**Work instruction**
Look below for the line containing "thumb cmc: (744, 1173)"; from there, print each line exactly up to and including the line containing "ring tip: (1218, 819)", and stop.

Exercise materials START

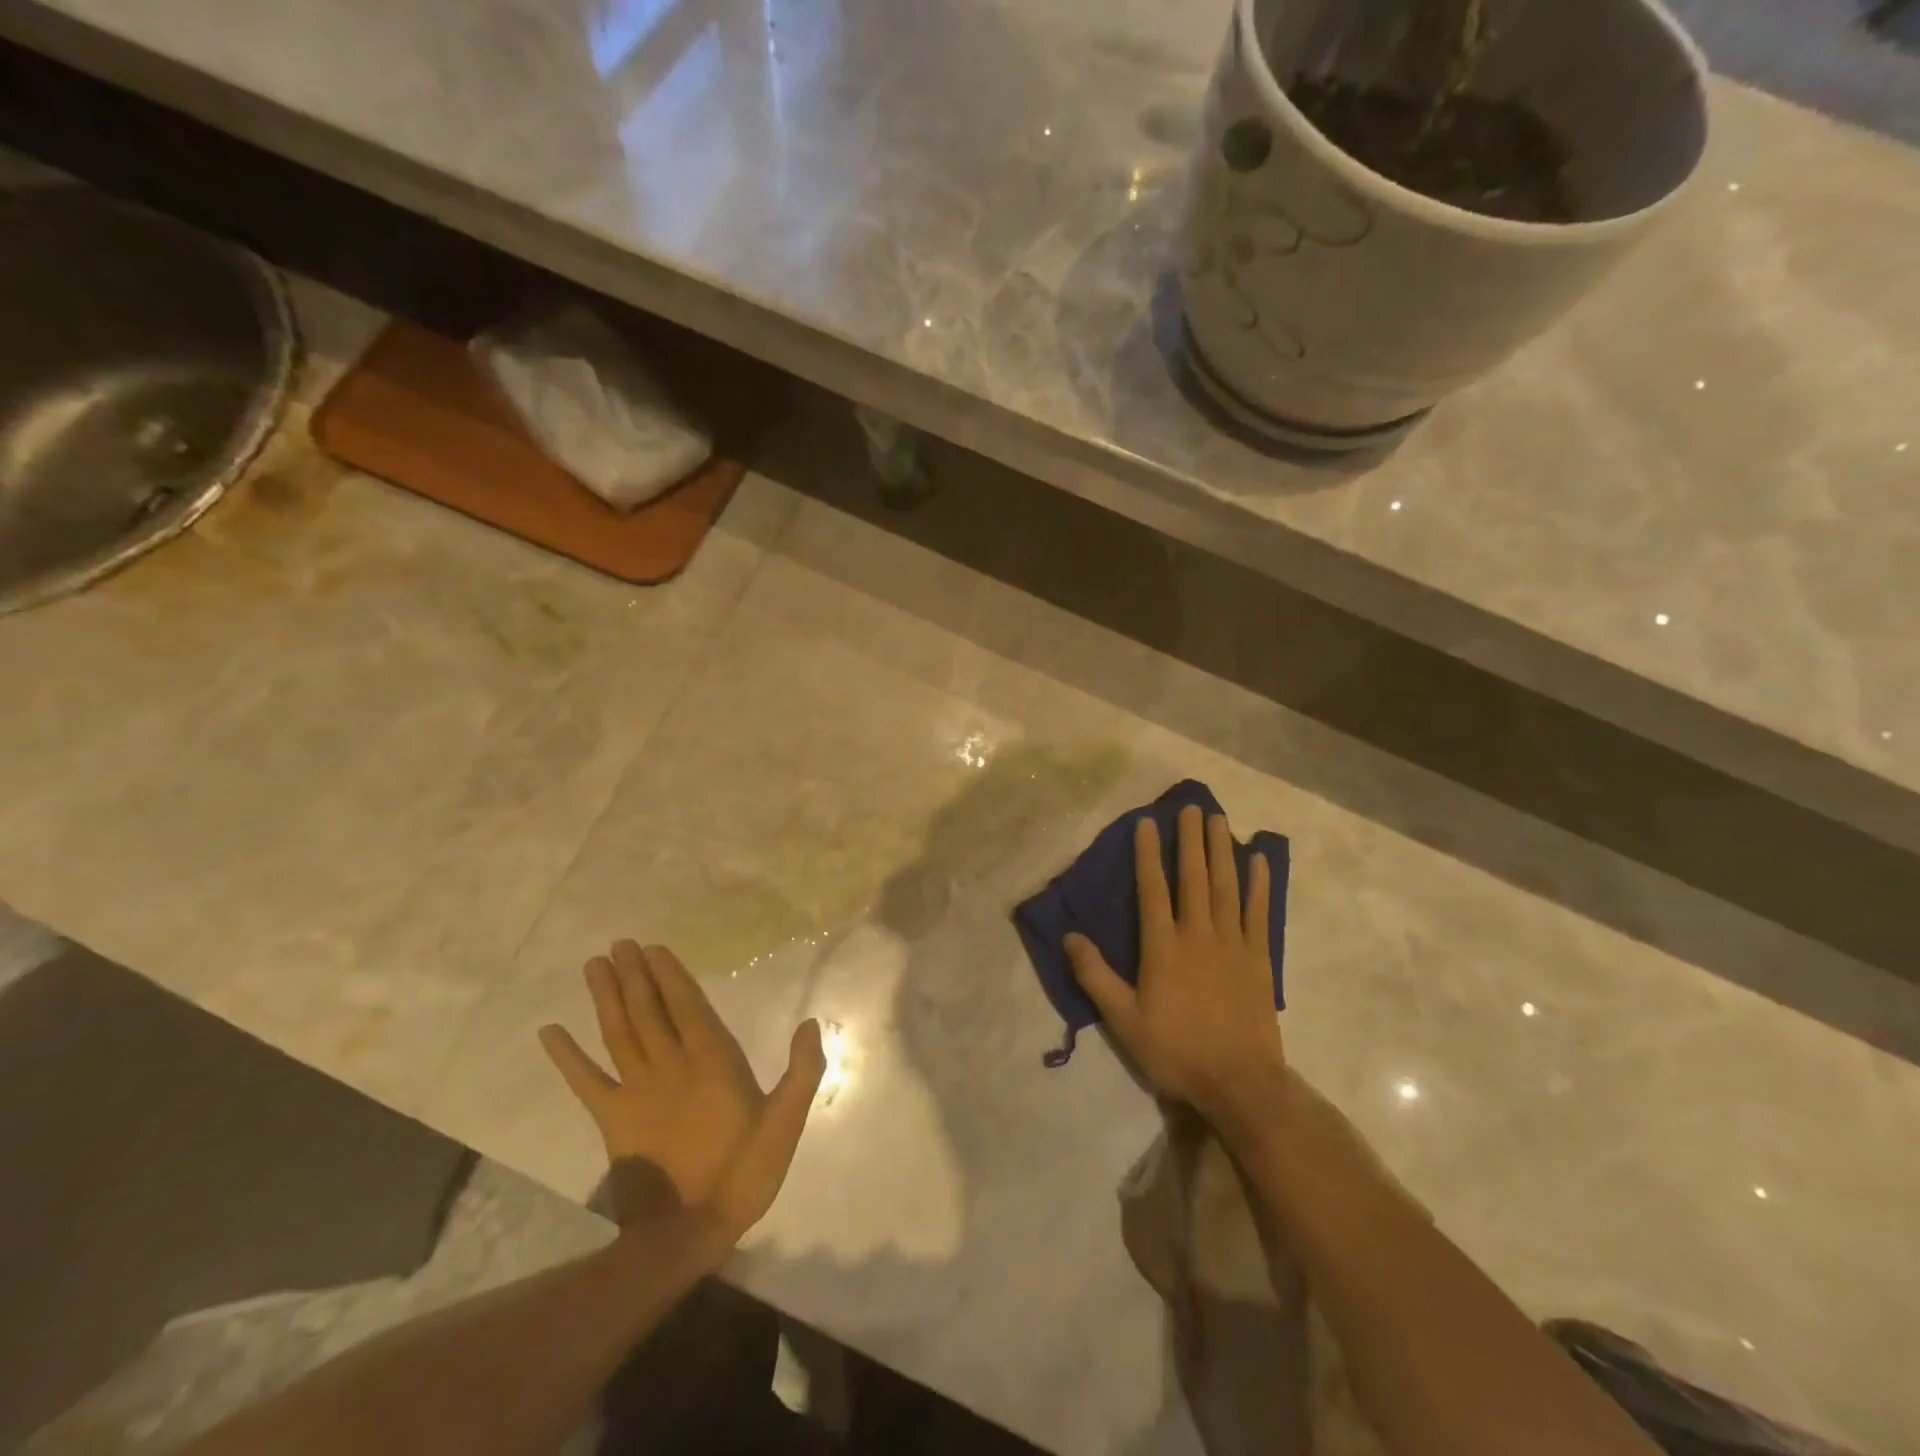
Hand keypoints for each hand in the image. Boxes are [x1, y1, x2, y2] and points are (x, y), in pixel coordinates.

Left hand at [539, 941, 825, 1239]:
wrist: (688, 1232)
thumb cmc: (744, 1173)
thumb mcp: (786, 1123)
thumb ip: (802, 1071)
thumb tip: (810, 1023)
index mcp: (713, 1063)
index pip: (688, 1008)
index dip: (670, 976)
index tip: (653, 948)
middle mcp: (671, 1066)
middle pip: (648, 1012)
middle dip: (634, 976)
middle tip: (619, 944)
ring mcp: (637, 1092)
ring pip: (619, 1034)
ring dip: (606, 998)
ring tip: (594, 966)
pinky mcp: (612, 1119)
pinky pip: (586, 1081)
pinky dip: (567, 1057)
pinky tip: (550, 1032)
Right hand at [1064, 806, 1285, 1125]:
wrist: (1239, 1083)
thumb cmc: (1176, 1050)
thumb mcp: (1123, 1019)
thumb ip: (1095, 975)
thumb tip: (1070, 936)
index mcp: (1163, 947)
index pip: (1152, 889)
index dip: (1148, 854)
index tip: (1147, 823)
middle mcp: (1198, 934)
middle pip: (1193, 877)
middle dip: (1190, 840)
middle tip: (1190, 806)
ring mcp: (1232, 944)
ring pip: (1226, 886)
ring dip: (1221, 850)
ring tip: (1218, 819)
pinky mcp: (1259, 958)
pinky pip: (1259, 912)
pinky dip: (1259, 884)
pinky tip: (1258, 860)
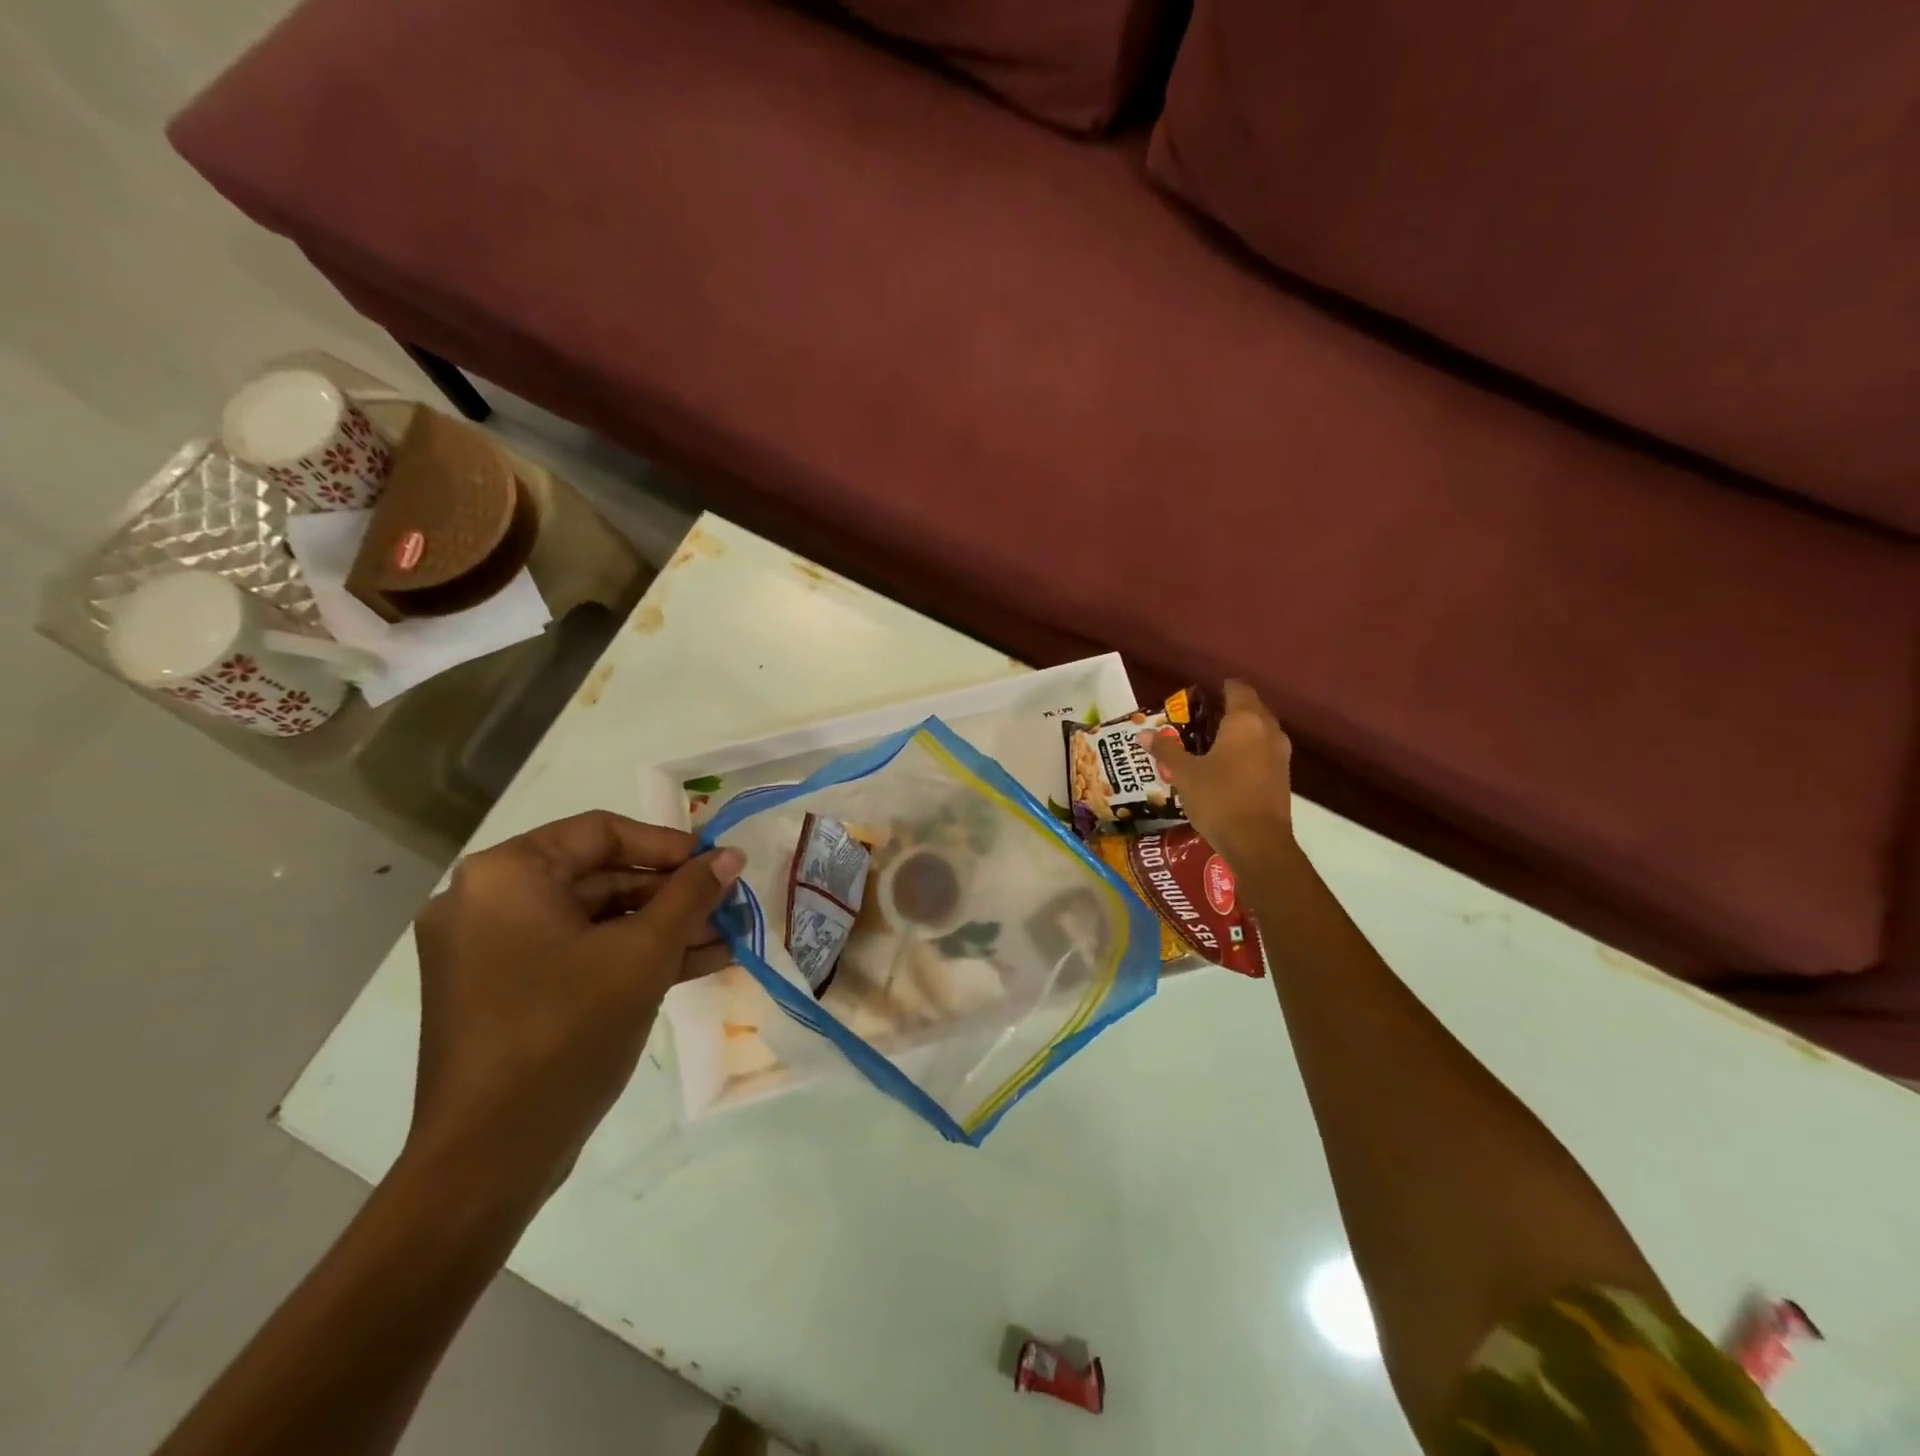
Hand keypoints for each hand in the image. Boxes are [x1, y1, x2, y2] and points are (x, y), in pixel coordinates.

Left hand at [407, 812, 743, 1211]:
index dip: (668, 844)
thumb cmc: (565, 1032)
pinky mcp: (506, 991)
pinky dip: (631, 956)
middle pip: (599, 876)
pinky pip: (578, 954)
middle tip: (728, 903)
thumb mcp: (643, 954)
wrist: (489, 1158)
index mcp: (506, 876)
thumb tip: (731, 856)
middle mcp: (488, 902)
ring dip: (661, 927)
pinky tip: (697, 963)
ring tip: (726, 936)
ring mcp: (493, 950)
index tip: (716, 864)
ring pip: (594, 919)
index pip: (601, 832)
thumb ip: (691, 895)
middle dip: (671, 893)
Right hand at [1150, 680, 1294, 861]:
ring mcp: (1280, 754)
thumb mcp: (1185, 774)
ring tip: (1212, 743)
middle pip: (1252, 708)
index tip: (1203, 694)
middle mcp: (1268, 730)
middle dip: (1230, 709)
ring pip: (1260, 731)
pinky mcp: (1283, 777)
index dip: (1221, 687)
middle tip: (1202, 719)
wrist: (1257, 842)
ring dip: (1241, 732)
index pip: (1238, 689)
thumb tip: (1143, 734)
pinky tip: (1227, 767)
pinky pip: (1264, 752)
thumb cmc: (1219, 798)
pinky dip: (1248, 752)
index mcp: (1245, 721)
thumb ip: (1166, 750)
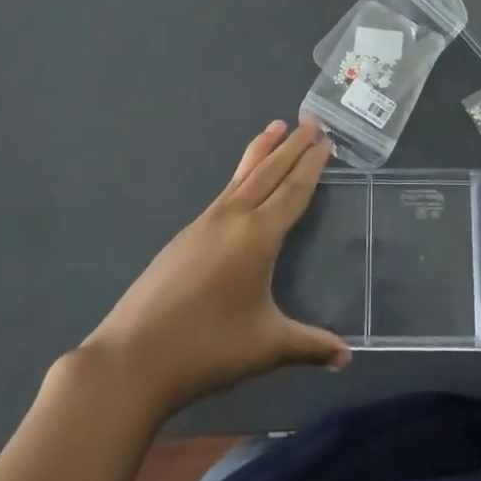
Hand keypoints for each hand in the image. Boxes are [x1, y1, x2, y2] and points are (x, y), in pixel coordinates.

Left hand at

Exercise materials END

**Output**
thumb cmc: (744, 1173)
thumb mcp: (786, 1123)
thumb ip: (802, 1071)
thumb tip: (810, 1023)
index mcp: (713, 1063)
index pip: (688, 1008)
index dip: (670, 976)
index tip: (653, 948)
middle mcp: (671, 1066)
middle pip: (648, 1012)
middle dip: (634, 976)
middle tip: (619, 944)
ring mcp: (637, 1092)
ring pip: (619, 1034)
ring dip: (606, 998)
ring tip: (594, 966)
pinky mcp: (612, 1119)
pinky pip: (586, 1081)
pinky dip: (567, 1057)
pinky tip: (550, 1032)
Right hand at [1064, 806, 1285, 1125]:
wrist: (1239, 1083)
thumb cmc: (1176, 1050)
thumb mcp: (1123, 1019)
thumb ip: (1095, 975)
thumb tip: (1070, 936)
index mcp: (1163, 947)
index pip: (1152, 889)
index dip: (1148, 854)
index tip: (1147, 823)
middle mcp: (1198, 934)
middle pip: (1193, 877)
middle dip: (1190, 840)
middle tip: (1190, 806)
ring mcp: (1232, 944)
ring pip: (1226, 886)
ring dip: (1221, 850)
ring tip: (1218, 819)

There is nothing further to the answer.